Extracted data entries:
- Opening Delimiter -
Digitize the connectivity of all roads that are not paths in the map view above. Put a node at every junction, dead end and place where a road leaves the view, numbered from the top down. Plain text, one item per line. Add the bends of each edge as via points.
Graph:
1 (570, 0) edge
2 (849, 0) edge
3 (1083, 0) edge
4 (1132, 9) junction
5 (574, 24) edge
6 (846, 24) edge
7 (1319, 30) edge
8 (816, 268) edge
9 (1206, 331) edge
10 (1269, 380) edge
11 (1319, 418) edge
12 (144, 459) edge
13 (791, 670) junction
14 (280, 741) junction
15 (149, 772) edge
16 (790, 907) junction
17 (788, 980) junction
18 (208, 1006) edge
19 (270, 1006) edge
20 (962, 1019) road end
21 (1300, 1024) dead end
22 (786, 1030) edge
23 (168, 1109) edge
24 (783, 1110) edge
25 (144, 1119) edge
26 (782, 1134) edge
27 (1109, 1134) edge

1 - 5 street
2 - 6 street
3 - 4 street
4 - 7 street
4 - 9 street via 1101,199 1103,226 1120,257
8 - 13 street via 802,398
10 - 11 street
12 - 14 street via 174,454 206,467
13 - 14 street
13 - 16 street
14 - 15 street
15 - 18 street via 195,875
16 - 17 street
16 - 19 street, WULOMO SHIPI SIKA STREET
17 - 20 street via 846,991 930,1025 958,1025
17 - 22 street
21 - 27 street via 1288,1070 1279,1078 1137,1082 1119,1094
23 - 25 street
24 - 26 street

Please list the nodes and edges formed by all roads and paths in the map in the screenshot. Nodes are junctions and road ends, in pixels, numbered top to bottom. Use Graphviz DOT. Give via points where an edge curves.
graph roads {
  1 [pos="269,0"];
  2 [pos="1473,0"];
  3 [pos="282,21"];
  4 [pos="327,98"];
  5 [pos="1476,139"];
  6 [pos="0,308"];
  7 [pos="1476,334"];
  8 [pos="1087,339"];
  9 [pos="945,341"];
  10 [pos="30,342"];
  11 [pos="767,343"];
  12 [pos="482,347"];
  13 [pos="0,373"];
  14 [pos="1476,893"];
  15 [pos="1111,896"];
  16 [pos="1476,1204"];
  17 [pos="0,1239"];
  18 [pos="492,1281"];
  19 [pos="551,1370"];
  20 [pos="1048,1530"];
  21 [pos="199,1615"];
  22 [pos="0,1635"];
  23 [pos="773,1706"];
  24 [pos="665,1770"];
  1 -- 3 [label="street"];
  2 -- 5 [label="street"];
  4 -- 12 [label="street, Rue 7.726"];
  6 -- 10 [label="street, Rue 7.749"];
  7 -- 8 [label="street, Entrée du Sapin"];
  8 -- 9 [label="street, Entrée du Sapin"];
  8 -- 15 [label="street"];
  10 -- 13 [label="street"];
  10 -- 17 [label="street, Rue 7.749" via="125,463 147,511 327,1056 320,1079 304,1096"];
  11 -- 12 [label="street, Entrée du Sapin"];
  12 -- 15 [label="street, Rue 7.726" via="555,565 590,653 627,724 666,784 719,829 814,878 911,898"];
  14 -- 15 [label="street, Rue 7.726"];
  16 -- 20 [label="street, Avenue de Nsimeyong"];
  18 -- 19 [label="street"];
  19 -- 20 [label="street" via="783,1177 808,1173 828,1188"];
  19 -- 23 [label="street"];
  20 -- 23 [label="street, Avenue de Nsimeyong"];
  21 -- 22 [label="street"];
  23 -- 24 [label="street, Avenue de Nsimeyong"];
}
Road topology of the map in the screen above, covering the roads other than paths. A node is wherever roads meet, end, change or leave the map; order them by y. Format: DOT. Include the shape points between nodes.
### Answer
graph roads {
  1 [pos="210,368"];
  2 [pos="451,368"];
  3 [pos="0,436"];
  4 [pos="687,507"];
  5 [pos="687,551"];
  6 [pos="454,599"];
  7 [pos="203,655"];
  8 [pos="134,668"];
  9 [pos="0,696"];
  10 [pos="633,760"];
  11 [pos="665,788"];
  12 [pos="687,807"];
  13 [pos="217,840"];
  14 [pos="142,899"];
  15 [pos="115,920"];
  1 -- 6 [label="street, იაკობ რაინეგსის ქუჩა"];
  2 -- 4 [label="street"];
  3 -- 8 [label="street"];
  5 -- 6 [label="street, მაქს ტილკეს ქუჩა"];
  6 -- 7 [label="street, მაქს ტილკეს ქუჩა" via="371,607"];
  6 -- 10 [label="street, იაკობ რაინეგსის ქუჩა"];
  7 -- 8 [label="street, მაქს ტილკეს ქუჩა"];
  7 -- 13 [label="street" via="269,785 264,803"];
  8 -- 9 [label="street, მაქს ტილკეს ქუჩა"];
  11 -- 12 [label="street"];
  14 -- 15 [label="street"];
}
- Closing Delimiter -
* **TASK**
Write the data out again, verbatim.

* **RESULT BELOW**
Digitize the connectivity of all roads that are not paths in the map view above. Put a node at every junction, dead end and place where a road leaves the view, numbered from the top down. Plain text, one item per line. Add the bends of each edge as via points.
Graph:
1 (570, 0) edge
2 (849, 0) edge
3 (1083, 0) edge
4 (1132, 9) junction
5 (574, 24) edge
6 (846, 24) edge
7 (1319, 30) edge
8 (816, 268) edge
9 (1206, 331) edge
10 (1269, 380) edge
11 (1319, 418) edge
12 (144, 459) edge
13 (791, 670) junction
14 (280, 741) junction
15 (149, 772) edge
16 (790, 907) junction
17 (788, 980) junction
18 (208, 1006) edge
19 (270, 1006) edge
20 (962, 1019) road end
21 (1300, 1024) dead end
22 (786, 1030) edge
23 (168, 1109) edge
24 (783, 1110) edge
25 (144, 1119) edge
26 (782, 1134) edge
27 (1109, 1134) edge

1 - 5 street
2 - 6 street
3 - 4 street
4 - 7 street
4 - 9 street via 1101,199 1103,226 1120,257
8 - 13 street via 802,398
10 - 11 street
12 - 14 street via 174,454 206,467
13 - 14 street
13 - 16 street
14 - 15 street
15 - 18 street via 195,875
16 - 17 street
16 - 19 street, WULOMO SHIPI SIKA STREET
17 - 20 street via 846,991 930,1025 958,1025
17 - 22 street
21 - 27 street via 1288,1070 1279,1078 1137,1082 1119,1094
23 - 25 street
24 - 26 street

Please list the nodes and edges formed by all roads and paths in the map in the screenshot. Nodes are junctions and road ends, in pixels, numbered top to bottom. Use Graphviz DOT. Give via points where an edge curves.
graph roads {
  1 [pos="269,0"];
  2 [pos="1473,0"];
  3 [pos="282,21"];
  4 [pos="327,98"];
  5 [pos="1476,139"];
  6 [pos="0,308"];
  7 [pos="1476,334"];
  8 [pos="1087,339"];
  9 [pos="945,341"];
  10 [pos="30,342"];
  11 [pos="767,343"];
  12 [pos="482,347"];
  13 [pos="0,373"];
  14 [pos="1476,893"];
  15 [pos="1111,896"];
  16 [pos="1476,1204"];
  17 [pos="0,1239"];
  18 [pos="492,1281"];
  19 [pos="551,1370"];
  20 [pos="1048,1530"];
  21 [pos="199,1615"];
  22 [pos="0,1635"];
  23 [pos="773,1706"];
  24 [pos="665,1770"];
  1 -- 3 [label="street"];
  2 -- 5 [label="street"];
  4 -- 12 [label="street, Rue 7.726"];
  6 -- 10 [label="street, Rue 7.749"];
  7 -- 8 [label="street, Entrée du Sapin"];
  8 -- 9 [label="street, Entrée du Sapin"];
  8 -- 15 [label="street"];
  10 -- 13 [label="street"];
  10 -- 17 [label="street, Rue 7.749" via="125,463 147,511 327,1056 320,1079 304,1096"];
  11 -- 12 [label="street, Entrée du Sapin"];
  12 -- 15 [label="street, Rue 7.726" via="555,565 590,653 627,724 666,784 719,829 814,878 911,898"];
  14 -- 15 [label="street, Rue 7.726"];
  16 -- 20 [label="street, Avenue de Nsimeyong"];
  18 -- 19 [label="street"];
  19 -- 20 [label="street" via="783,1177 808,1173 828,1188"];
  19 -- 23 [label="street"];
  20 -- 23 [label="street, Avenue de Nsimeyong"];
  21 -- 22 [label="street"];
  23 -- 24 [label="street, Avenue de Nsimeyong"];
}
Road topology of the map in the screen above, covering the roads other than paths. A node is wherever roads meet, end, change or leave the map; order them by y. Format: DOT. Include the shape points between nodes.
### Answer
graph roads {
  1 [pos="210,368"];
  2 [pos="451,368"];
  3 [pos="0,436"];
  4 [pos="687,507"];
  5 [pos="687,551"];
  6 [pos="454,599"];
  7 [pos="203,655"];
  8 [pos="134,668"];
  9 [pos="0,696"];
  10 [pos="633,760"];
  11 [pos="665,788"];
  12 [pos="687,807"];
  13 [pos="217,840"];
  14 [pos="142,899"];
  15 [pos="115,920"];
  1 -- 6 [label="street, იაკობ რაინეგსის ქუჩა"];
  2 -- 4 [label="street"];
  3 -- 8 [label="street"];
  5 -- 6 [label="street, მაქს ტილკეს ქუჩა"];
  6 -- 7 [label="street, მაქს ტილკეს ქუჩა" via="371,607"];
  6 -- 10 [label="street, იაკობ რაინეგსის ქუჩა"];
  7 -- 8 [label="street, მაქს ტილკეს ქუჩა"];
  7 -- 13 [label="street" via="269,785 264,803"];
  8 -- 9 [label="street, მაქს ტილკეს ქუჩა"];
  11 -- 12 [label="street"];
  14 -- 15 [label="street"];
}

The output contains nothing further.